→ About this exercise:
Among the entries below, how many lines contain "Straße"? Answer with the number only.

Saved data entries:
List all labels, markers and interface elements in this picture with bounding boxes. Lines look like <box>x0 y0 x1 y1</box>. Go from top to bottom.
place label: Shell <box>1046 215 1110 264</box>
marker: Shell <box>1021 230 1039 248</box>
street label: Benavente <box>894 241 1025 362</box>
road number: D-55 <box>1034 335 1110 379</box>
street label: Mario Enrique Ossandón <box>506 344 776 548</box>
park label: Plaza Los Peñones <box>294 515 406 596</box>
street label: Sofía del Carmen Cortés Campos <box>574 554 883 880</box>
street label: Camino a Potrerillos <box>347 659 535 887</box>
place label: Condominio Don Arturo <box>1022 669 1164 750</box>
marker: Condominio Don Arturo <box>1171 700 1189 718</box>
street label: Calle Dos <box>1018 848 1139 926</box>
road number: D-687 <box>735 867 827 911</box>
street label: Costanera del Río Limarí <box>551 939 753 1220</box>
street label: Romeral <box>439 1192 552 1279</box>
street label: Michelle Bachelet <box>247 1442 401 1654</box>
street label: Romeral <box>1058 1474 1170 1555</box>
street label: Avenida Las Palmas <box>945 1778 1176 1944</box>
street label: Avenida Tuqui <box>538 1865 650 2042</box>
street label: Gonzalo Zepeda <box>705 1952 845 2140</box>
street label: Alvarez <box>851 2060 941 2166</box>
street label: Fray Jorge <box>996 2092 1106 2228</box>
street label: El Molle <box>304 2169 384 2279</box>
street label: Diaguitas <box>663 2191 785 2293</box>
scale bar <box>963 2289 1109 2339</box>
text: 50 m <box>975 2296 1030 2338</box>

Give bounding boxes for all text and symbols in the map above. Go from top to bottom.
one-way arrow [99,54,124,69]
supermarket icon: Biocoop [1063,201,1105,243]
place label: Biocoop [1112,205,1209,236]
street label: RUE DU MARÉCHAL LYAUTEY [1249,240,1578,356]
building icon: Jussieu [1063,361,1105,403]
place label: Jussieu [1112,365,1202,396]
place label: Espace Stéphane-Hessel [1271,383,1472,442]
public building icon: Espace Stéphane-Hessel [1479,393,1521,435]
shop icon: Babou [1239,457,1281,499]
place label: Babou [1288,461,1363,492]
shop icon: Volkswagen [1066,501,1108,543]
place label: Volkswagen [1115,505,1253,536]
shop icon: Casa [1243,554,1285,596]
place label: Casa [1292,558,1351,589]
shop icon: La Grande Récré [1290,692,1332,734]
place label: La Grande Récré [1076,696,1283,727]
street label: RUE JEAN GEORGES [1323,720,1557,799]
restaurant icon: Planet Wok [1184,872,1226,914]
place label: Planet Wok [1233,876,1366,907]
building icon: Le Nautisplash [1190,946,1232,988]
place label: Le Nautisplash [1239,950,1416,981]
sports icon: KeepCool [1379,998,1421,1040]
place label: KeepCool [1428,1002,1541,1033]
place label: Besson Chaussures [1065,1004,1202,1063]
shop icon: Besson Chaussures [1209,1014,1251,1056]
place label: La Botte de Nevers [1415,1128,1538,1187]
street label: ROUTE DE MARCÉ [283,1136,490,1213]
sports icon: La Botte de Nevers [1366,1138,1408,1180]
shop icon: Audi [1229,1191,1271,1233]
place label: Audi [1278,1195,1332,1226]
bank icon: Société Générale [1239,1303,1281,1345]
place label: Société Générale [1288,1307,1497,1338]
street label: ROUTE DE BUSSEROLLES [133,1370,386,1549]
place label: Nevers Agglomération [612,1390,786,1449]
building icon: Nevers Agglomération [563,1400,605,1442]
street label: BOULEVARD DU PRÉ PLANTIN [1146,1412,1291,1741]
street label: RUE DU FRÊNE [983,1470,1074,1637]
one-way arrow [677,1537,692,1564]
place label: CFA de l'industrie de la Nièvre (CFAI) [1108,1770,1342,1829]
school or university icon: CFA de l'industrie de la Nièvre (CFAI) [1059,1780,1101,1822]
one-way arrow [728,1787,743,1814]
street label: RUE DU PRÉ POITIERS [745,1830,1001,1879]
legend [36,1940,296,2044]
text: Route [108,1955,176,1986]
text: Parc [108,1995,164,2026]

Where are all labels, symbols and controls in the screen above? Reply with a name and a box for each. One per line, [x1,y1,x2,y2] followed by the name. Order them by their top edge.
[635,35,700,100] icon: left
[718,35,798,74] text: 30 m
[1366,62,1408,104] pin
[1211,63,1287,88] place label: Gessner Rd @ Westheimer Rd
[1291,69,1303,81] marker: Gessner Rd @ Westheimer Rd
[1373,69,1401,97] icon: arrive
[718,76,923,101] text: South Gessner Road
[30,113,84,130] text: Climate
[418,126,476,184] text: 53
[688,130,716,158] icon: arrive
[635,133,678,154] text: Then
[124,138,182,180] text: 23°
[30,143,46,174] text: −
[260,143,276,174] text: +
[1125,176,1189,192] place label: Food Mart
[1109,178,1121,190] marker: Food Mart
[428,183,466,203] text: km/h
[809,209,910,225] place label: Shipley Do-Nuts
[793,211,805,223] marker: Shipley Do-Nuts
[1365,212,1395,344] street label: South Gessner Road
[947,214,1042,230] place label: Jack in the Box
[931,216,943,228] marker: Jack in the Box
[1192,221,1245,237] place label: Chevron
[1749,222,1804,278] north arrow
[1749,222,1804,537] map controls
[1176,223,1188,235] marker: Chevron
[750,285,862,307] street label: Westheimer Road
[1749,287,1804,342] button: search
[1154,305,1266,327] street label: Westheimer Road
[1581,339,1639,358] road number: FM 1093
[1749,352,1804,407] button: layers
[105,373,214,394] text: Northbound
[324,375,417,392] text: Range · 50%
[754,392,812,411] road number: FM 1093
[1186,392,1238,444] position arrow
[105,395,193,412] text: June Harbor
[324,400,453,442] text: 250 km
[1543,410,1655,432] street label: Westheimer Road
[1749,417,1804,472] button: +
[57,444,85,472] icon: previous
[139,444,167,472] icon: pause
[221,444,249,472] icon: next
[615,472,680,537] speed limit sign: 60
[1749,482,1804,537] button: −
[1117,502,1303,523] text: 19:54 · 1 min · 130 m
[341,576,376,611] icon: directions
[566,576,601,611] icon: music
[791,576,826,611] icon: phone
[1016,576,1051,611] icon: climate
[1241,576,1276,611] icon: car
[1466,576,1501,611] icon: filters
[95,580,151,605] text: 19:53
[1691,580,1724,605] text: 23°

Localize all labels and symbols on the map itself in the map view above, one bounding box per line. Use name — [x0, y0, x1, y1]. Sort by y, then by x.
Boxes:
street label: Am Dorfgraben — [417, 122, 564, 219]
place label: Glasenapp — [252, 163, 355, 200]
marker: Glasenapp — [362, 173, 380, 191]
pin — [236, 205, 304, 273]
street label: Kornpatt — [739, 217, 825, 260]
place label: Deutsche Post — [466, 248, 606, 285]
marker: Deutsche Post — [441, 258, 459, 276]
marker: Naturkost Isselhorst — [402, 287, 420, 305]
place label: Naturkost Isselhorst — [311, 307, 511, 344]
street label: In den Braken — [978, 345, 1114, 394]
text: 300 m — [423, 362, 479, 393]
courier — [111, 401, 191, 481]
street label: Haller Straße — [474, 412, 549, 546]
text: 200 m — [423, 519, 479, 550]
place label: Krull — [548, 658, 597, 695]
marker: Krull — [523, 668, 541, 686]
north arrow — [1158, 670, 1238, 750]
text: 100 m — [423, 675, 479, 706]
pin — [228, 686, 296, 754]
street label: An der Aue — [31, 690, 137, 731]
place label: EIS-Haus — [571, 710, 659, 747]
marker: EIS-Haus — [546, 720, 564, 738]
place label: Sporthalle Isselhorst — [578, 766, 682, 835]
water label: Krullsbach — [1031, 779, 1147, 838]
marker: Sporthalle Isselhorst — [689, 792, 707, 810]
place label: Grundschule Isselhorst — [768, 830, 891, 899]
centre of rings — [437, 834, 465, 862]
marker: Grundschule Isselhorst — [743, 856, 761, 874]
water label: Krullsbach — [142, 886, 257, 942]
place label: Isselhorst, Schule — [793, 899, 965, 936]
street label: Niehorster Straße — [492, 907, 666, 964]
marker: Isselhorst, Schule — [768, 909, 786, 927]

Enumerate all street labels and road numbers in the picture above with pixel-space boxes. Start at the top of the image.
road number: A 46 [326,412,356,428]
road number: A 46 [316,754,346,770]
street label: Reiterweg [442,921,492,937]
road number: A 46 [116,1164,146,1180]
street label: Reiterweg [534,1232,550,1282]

→ Solved problem:
2